─── Recorded information ───

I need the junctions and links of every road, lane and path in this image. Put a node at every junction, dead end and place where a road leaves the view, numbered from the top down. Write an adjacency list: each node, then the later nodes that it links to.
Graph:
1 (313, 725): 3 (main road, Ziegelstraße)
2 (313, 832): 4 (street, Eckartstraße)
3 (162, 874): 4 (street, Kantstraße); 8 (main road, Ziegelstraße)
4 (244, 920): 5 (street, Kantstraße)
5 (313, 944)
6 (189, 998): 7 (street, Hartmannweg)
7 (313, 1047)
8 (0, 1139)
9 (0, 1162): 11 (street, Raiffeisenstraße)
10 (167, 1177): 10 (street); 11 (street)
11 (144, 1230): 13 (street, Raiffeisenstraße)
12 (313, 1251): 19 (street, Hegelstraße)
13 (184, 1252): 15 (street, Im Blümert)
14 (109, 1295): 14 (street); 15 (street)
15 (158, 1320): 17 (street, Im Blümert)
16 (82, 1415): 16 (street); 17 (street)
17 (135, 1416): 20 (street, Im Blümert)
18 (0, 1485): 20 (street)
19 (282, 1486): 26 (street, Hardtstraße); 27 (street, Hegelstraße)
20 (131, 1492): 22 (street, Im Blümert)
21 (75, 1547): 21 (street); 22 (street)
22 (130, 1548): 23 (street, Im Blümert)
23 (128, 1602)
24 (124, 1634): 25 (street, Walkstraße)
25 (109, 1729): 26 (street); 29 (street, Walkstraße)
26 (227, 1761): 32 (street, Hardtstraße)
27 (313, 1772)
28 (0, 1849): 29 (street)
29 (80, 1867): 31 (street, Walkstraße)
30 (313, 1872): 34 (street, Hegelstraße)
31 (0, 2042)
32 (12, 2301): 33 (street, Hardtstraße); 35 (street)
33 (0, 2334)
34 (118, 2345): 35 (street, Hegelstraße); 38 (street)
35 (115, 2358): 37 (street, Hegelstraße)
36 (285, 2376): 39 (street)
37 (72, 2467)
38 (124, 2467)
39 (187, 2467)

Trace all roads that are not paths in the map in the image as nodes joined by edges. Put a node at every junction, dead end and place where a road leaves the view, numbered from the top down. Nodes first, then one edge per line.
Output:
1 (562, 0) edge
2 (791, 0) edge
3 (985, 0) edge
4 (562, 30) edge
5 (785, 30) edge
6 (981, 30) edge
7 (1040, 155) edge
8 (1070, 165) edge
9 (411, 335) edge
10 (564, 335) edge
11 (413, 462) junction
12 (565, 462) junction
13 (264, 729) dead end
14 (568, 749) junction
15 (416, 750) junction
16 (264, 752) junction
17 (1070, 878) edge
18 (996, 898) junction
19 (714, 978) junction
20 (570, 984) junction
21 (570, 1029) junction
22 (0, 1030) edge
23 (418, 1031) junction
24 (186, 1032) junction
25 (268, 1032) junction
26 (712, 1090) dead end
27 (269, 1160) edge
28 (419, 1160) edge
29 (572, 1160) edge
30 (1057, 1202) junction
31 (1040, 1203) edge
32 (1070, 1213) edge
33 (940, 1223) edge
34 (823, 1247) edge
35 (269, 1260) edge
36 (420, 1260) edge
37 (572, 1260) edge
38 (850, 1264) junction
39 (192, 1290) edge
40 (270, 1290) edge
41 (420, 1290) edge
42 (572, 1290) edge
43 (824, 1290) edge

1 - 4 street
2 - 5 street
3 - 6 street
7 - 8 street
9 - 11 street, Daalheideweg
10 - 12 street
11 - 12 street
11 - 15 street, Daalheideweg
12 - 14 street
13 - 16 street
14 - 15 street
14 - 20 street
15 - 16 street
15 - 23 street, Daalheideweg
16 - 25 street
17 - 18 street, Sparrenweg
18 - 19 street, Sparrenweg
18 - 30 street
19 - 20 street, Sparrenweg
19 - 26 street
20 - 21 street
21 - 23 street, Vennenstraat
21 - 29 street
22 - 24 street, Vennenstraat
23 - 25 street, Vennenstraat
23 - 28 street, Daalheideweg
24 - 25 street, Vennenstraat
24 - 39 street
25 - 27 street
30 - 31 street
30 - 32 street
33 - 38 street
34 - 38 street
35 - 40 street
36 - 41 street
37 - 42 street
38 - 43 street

───

In the listing, return each line containing the string "Blümert".

13 (184, 1252): 15 (street, Im Blümert)
15 (158, 1320): 17 (street, Im Blümert)
17 (135, 1416): 20 (street, Im Blümert)
20 (131, 1492): 22 (street, Im Blümert)
22 (130, 1548): 23 (street, Im Blümert)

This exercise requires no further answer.